▸ **Work to be completed**: Go through the data below and return each line containing the word "Iriarte".

(Data section)

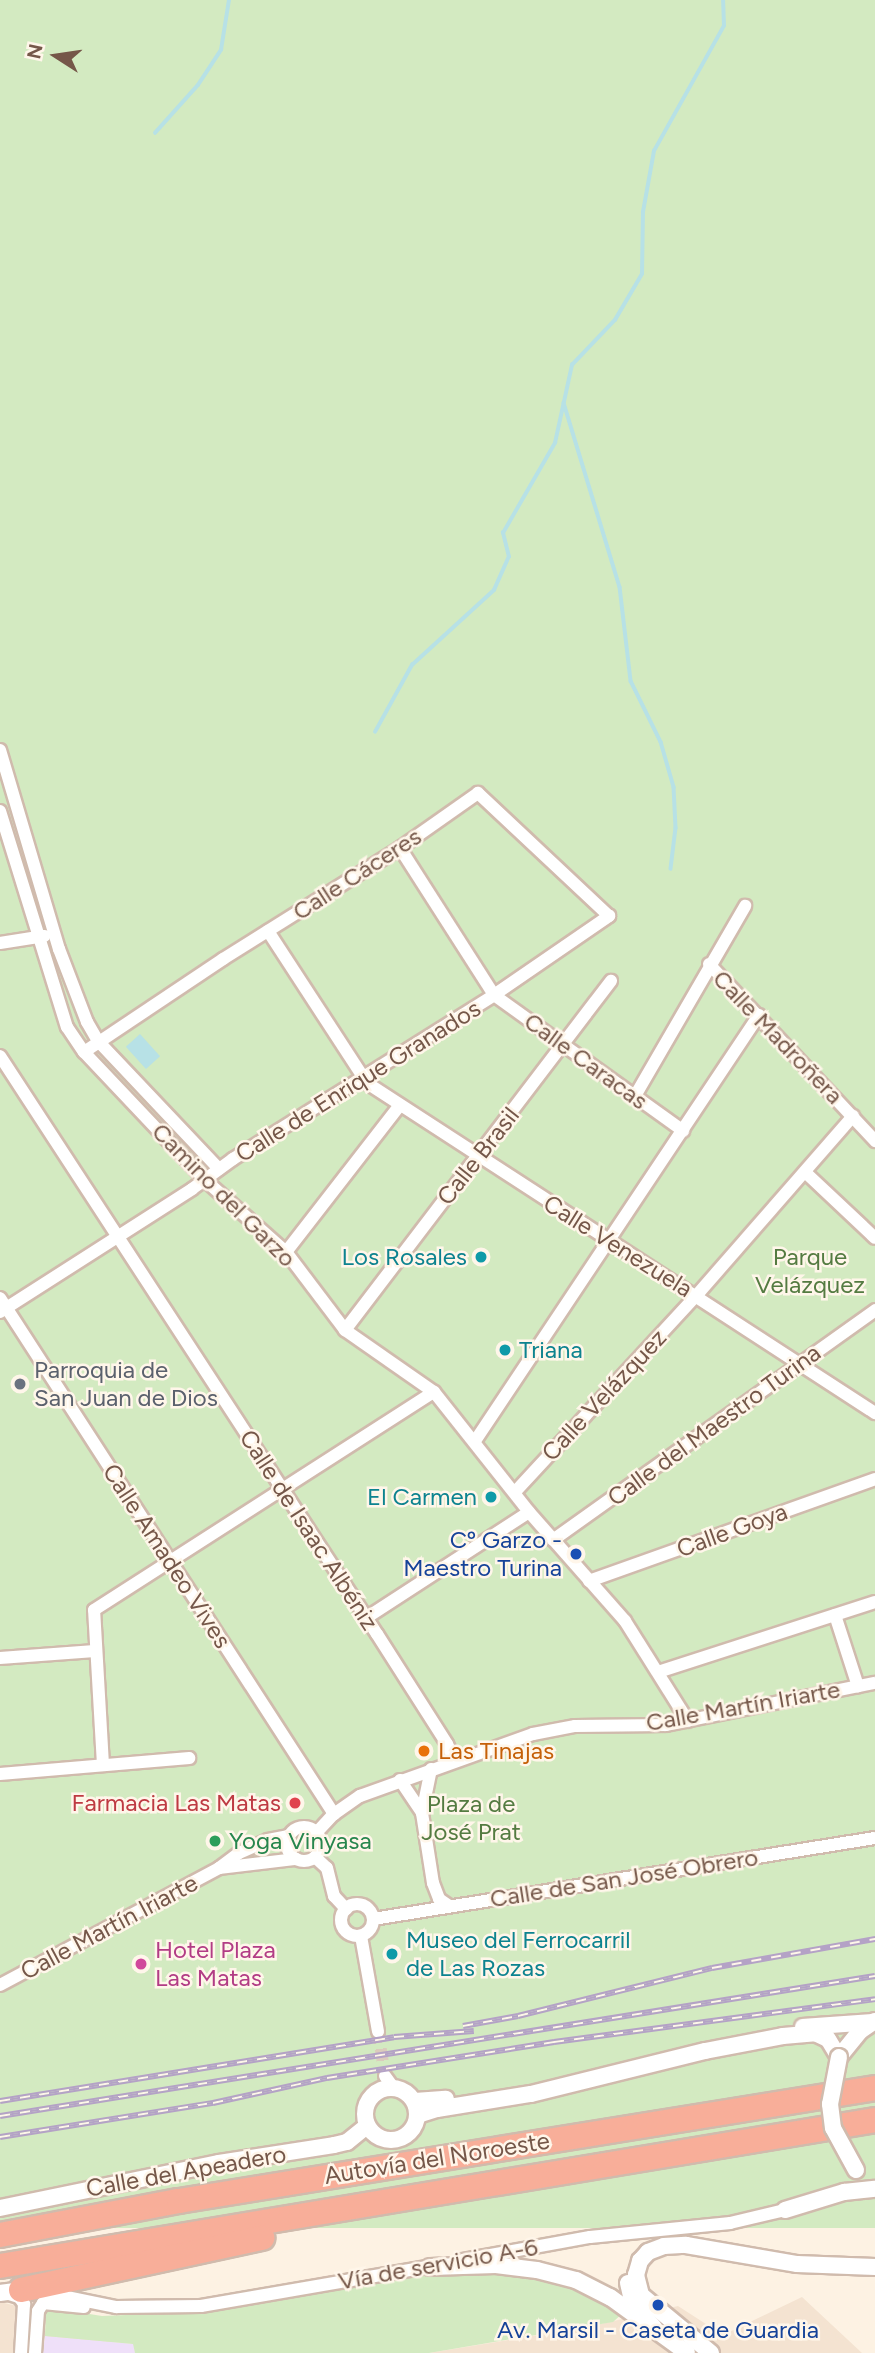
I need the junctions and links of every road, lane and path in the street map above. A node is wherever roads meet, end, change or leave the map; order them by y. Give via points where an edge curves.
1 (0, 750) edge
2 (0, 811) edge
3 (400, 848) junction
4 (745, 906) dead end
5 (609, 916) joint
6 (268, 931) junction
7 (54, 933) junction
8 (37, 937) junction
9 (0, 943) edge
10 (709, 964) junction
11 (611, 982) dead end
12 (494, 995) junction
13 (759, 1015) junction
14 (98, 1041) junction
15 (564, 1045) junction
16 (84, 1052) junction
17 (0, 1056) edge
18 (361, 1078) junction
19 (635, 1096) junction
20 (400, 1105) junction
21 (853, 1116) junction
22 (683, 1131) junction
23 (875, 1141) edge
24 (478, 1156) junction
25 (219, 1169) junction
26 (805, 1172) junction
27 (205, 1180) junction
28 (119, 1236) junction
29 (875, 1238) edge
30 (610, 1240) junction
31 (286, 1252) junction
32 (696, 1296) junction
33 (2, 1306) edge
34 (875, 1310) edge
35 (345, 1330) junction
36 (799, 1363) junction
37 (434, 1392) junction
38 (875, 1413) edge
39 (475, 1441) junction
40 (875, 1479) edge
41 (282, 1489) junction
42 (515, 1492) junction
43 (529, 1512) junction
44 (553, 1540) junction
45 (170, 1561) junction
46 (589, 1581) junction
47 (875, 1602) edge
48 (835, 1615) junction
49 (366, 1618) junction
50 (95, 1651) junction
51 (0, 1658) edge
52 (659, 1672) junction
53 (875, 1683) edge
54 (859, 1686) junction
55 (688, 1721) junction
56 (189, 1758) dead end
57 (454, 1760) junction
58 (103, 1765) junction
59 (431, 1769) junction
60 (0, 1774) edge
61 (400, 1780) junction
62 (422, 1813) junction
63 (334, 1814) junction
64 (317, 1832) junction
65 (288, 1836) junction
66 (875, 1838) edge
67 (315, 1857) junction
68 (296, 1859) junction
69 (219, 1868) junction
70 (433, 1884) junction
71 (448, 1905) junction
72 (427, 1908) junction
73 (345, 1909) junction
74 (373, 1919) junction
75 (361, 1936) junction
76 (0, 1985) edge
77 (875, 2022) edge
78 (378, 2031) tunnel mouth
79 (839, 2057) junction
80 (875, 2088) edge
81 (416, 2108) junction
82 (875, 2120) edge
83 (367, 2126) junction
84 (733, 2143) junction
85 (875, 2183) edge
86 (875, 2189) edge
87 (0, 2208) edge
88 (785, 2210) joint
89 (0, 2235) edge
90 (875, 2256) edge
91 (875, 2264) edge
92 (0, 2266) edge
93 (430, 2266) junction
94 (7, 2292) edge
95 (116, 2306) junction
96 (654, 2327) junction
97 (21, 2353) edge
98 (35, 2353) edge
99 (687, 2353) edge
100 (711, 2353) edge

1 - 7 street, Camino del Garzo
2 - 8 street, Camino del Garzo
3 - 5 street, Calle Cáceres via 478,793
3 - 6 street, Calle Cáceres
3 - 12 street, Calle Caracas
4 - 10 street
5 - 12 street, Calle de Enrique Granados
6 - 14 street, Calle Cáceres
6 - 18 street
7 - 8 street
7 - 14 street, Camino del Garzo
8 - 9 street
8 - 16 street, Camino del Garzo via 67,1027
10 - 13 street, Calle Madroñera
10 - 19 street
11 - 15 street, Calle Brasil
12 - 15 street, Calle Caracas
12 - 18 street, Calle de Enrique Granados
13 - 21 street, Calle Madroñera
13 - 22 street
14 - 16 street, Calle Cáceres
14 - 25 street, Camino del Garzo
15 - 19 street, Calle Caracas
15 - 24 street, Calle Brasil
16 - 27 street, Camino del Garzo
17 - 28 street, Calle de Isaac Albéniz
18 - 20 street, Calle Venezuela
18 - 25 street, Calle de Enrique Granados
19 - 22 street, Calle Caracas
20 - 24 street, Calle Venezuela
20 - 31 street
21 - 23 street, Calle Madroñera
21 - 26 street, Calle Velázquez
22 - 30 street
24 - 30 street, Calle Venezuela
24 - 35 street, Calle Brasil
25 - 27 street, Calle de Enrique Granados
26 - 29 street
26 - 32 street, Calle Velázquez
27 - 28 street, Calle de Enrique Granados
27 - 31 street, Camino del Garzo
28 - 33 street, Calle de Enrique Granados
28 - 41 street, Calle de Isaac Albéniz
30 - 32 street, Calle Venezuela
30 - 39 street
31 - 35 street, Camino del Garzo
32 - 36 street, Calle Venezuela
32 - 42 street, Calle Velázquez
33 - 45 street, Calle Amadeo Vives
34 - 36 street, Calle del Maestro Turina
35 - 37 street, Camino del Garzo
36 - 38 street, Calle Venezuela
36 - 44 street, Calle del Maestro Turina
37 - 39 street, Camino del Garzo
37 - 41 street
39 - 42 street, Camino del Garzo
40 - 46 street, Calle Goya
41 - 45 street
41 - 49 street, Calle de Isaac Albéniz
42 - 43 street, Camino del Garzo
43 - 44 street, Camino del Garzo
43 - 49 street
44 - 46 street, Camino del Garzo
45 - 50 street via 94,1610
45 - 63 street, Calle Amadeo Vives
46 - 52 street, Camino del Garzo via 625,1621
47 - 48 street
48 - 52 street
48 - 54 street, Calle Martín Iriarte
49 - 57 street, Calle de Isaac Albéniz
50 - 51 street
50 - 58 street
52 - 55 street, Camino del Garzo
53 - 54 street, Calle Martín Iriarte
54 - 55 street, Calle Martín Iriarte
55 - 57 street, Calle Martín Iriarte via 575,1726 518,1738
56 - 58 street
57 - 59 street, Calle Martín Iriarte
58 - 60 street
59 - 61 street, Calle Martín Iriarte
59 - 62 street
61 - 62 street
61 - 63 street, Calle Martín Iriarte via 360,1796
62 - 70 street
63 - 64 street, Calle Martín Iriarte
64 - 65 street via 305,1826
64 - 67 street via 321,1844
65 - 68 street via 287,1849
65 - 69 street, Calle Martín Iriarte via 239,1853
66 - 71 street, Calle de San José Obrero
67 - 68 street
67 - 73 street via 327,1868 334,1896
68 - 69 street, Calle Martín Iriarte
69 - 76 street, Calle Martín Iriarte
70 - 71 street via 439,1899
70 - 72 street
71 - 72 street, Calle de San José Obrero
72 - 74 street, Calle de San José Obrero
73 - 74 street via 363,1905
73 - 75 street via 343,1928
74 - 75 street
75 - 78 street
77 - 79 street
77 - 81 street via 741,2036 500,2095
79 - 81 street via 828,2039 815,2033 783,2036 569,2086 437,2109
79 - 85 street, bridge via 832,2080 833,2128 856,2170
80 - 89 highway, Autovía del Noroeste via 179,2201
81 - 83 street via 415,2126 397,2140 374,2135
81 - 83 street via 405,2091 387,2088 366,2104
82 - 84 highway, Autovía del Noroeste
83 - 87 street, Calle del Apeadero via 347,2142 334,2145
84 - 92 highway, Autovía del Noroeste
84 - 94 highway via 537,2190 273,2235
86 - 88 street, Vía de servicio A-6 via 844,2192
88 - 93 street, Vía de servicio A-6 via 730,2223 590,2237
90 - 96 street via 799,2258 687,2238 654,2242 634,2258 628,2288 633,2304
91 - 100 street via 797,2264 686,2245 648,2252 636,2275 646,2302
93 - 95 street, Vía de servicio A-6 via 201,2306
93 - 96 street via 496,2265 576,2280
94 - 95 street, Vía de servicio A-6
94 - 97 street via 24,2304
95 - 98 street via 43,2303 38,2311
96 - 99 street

(End Data section)

▸ **Solution below**:
48 - 54 street, Calle Martín Iriarte
53 - 54 street, Calle Martín Iriarte
54 - 55 street, Calle Martín Iriarte
55 - 57 street, Calle Martín Iriarte via 575,1726 518,1738
57 - 59 street, Calle Martín Iriarte
59 - 61 street, Calle Martín Iriarte
61 - 63 street, Calle Martín Iriarte via 360,1796
63 - 64 street, Calle Martín Iriarte
65 - 69 street, Calle Martín Iriarte via 239,1853
68 - 69 street, Calle Martín Iriarte
69 - 76 street, Calle Martín Iriarte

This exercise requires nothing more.